# Data shown
=== Section Start ===
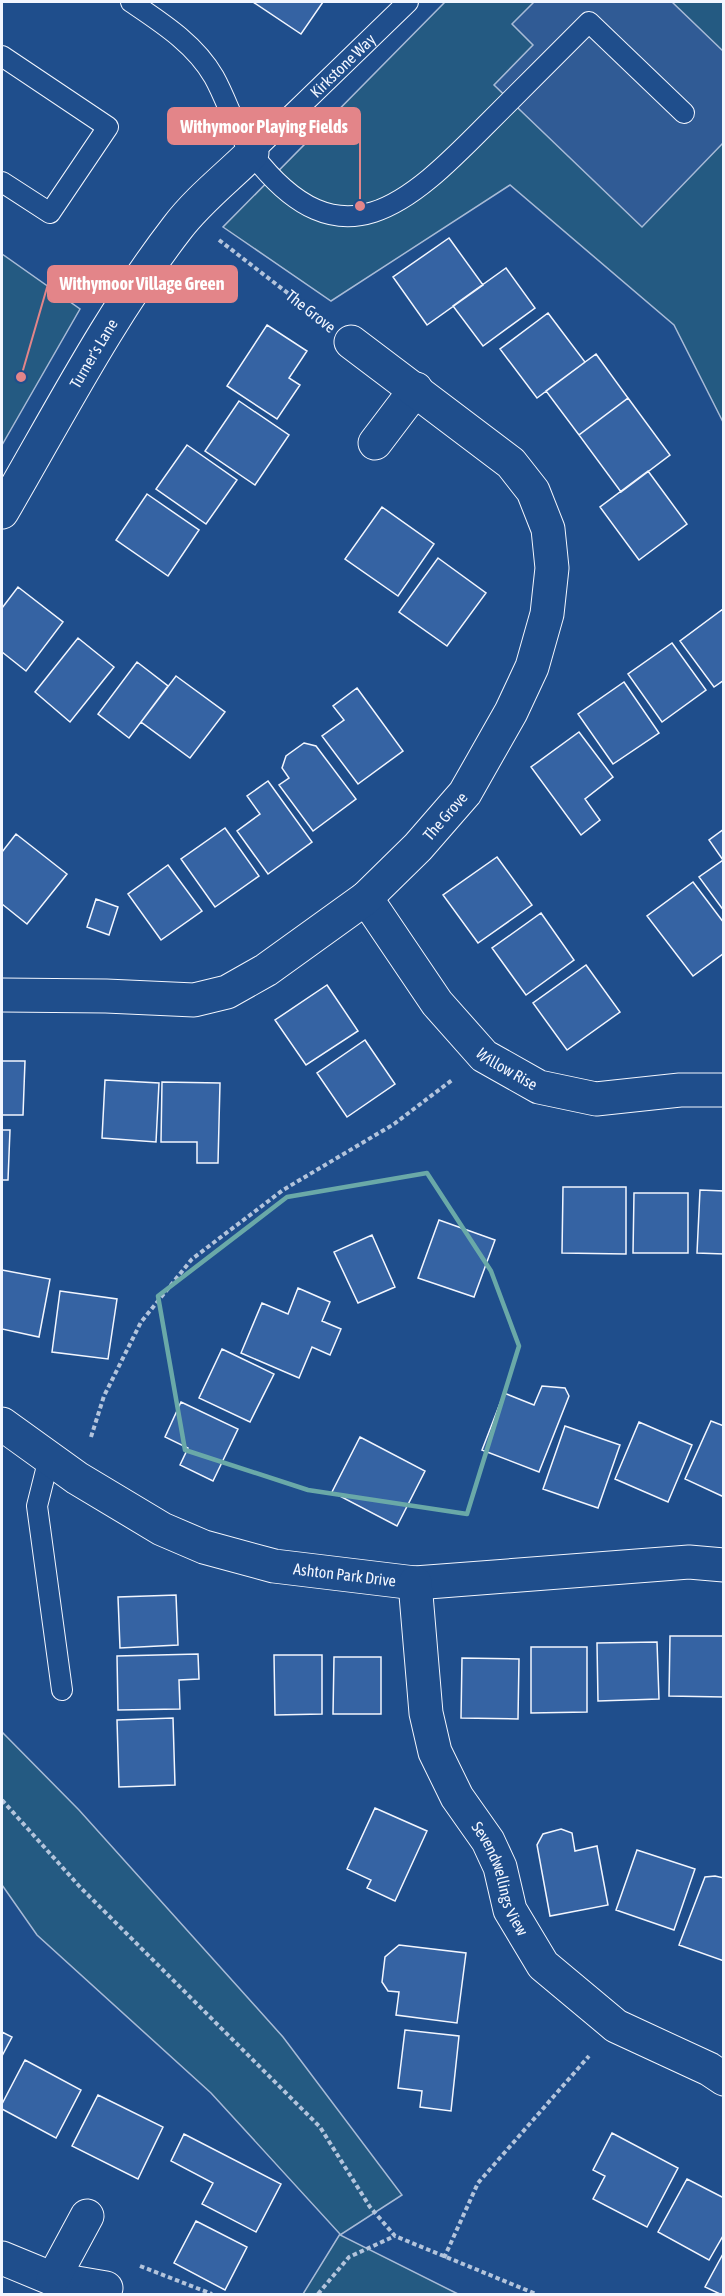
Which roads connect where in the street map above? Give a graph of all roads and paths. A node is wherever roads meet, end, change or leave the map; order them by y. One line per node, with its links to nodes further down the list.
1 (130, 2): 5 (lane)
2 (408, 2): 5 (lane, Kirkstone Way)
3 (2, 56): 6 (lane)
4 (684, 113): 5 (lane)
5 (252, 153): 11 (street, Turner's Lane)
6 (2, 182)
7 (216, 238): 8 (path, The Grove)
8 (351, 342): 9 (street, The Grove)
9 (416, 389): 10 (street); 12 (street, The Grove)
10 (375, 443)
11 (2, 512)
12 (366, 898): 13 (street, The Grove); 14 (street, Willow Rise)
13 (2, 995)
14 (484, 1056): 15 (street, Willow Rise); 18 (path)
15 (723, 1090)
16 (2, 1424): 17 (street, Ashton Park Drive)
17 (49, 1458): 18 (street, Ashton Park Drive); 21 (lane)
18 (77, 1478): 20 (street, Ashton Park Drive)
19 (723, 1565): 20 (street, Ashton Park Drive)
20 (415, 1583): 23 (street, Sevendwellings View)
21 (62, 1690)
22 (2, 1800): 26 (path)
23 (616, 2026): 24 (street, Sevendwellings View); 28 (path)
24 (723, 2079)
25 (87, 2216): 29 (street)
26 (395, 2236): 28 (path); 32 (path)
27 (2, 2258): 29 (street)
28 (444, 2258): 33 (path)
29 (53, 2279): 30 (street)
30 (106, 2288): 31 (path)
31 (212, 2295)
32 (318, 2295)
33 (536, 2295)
=== Section End ===
=== Section Start ===
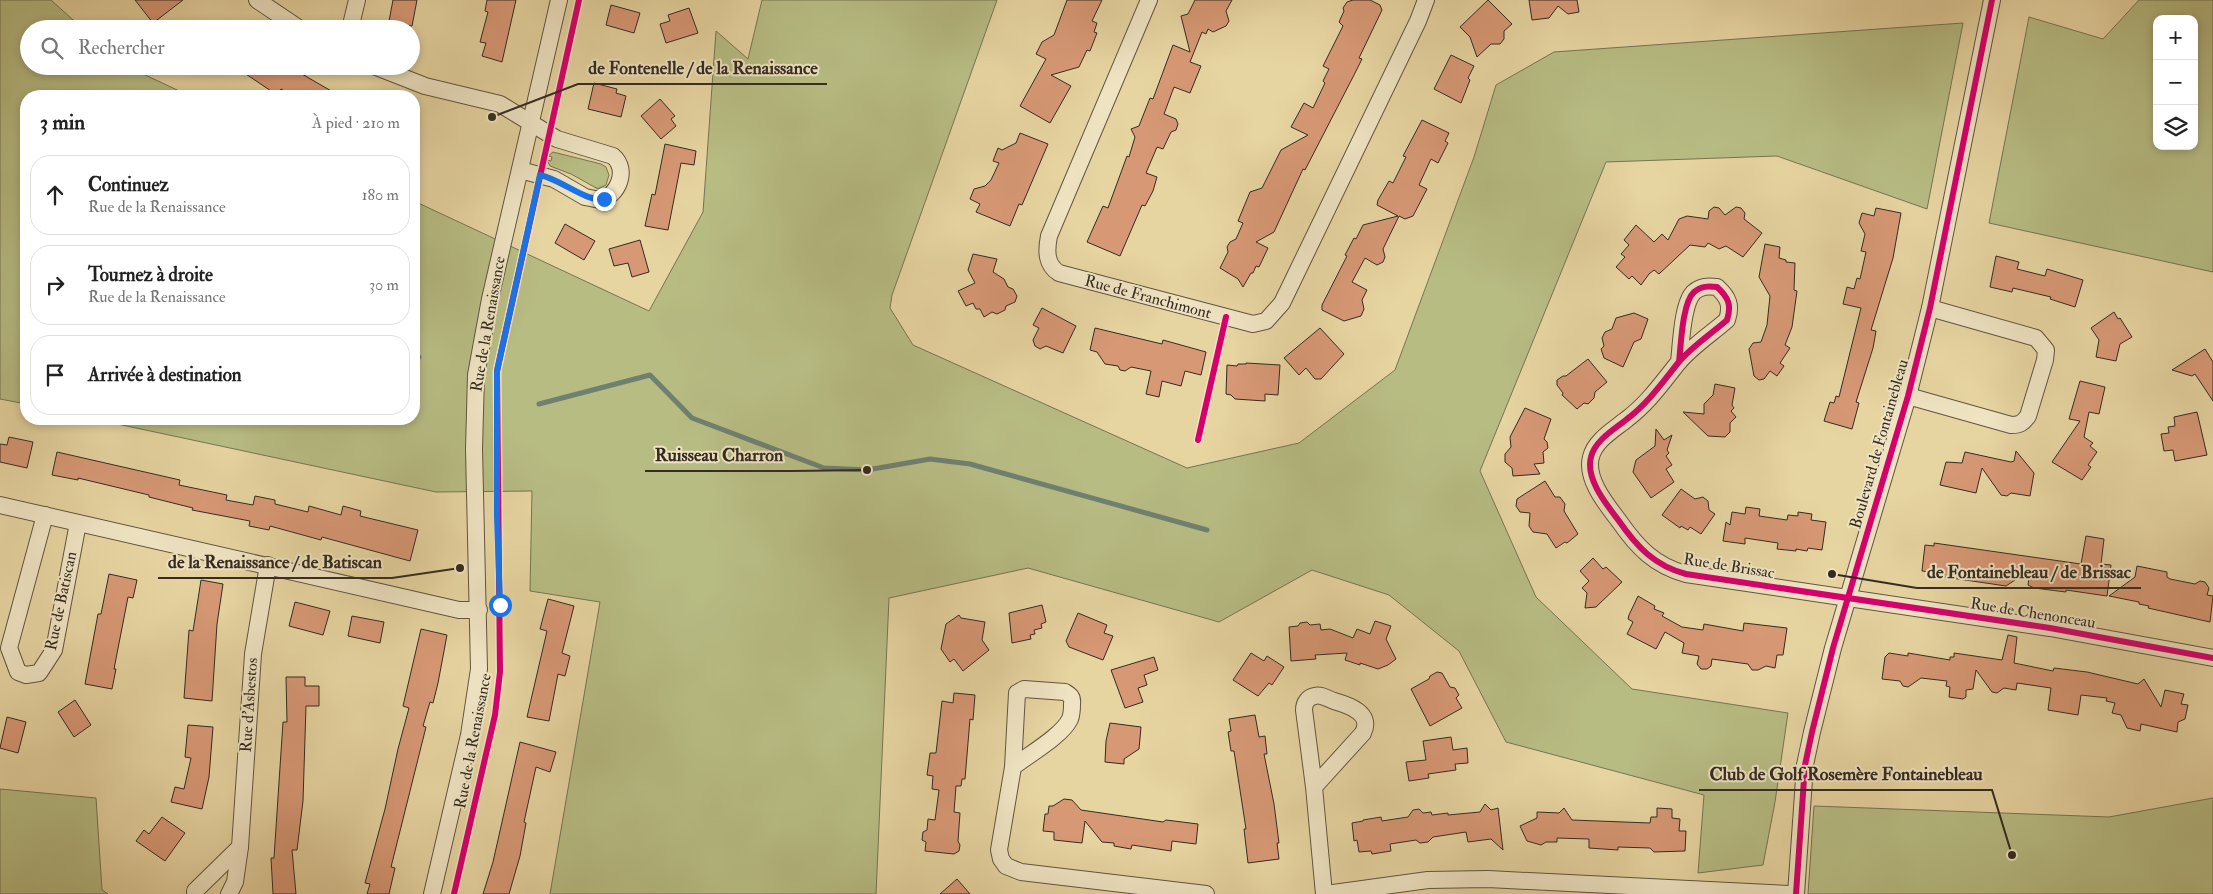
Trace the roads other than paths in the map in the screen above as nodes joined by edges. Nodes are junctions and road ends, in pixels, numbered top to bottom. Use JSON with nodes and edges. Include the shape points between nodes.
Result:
=== Section End ===
=== Section Start ===
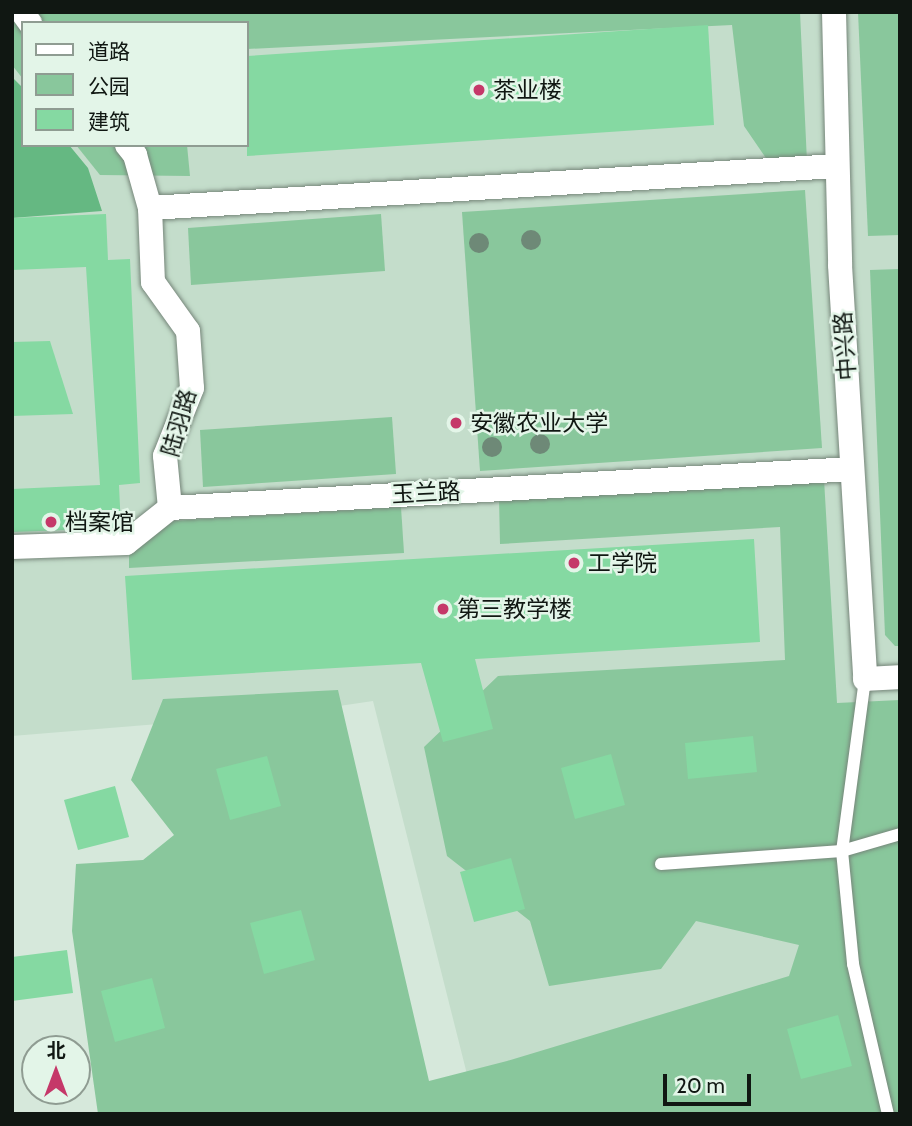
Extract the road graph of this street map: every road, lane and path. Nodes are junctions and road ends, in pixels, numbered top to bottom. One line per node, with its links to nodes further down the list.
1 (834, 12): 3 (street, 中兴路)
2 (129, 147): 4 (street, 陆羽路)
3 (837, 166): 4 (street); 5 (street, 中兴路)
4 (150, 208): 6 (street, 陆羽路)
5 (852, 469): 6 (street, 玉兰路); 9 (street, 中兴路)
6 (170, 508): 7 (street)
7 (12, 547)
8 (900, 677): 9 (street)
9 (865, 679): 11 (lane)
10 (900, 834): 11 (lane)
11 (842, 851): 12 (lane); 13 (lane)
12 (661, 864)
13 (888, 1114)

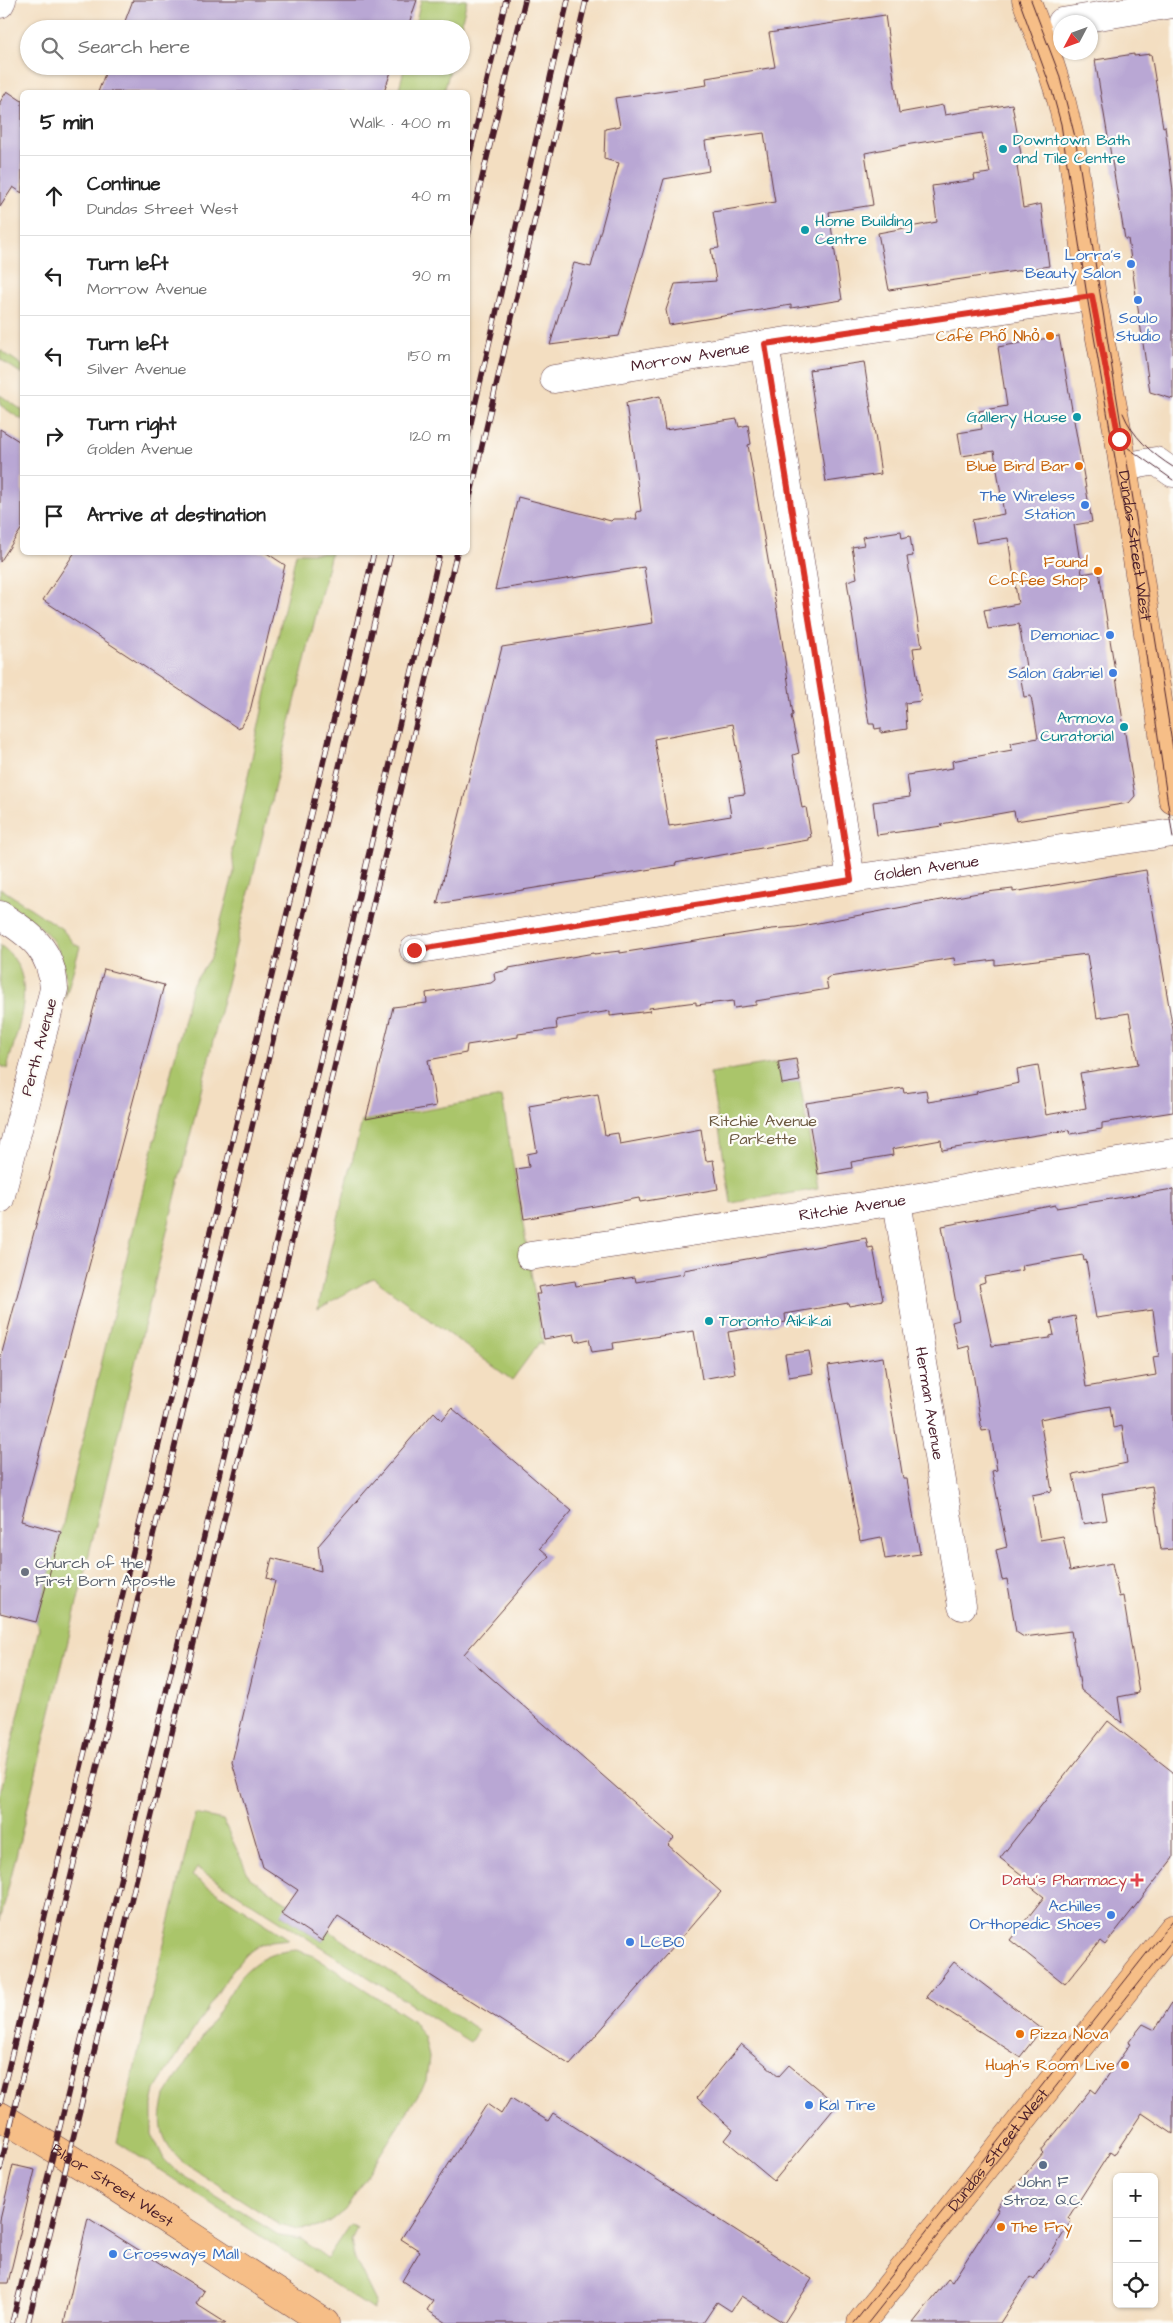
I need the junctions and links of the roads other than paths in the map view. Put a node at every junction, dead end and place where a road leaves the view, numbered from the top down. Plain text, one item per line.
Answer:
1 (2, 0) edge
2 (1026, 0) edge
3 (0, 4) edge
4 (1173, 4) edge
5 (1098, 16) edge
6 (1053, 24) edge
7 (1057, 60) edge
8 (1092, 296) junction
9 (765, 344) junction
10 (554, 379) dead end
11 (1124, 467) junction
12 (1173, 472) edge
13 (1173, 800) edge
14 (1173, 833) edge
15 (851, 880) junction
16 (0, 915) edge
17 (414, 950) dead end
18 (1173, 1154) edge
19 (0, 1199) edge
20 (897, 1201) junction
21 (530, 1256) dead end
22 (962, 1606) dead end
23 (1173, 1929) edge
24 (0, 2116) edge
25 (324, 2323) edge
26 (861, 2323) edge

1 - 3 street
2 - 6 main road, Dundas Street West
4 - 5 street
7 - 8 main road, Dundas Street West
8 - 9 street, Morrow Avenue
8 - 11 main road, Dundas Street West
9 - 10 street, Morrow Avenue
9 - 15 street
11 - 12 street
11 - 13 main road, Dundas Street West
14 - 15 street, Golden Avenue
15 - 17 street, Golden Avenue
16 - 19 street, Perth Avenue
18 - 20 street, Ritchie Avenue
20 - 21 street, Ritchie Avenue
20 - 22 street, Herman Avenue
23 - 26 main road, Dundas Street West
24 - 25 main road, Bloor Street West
=== Section End ===
# About this exercise
Once every line of the listing that contains "other" has been counted, give the total and nothing else.

# Answer to this problem
2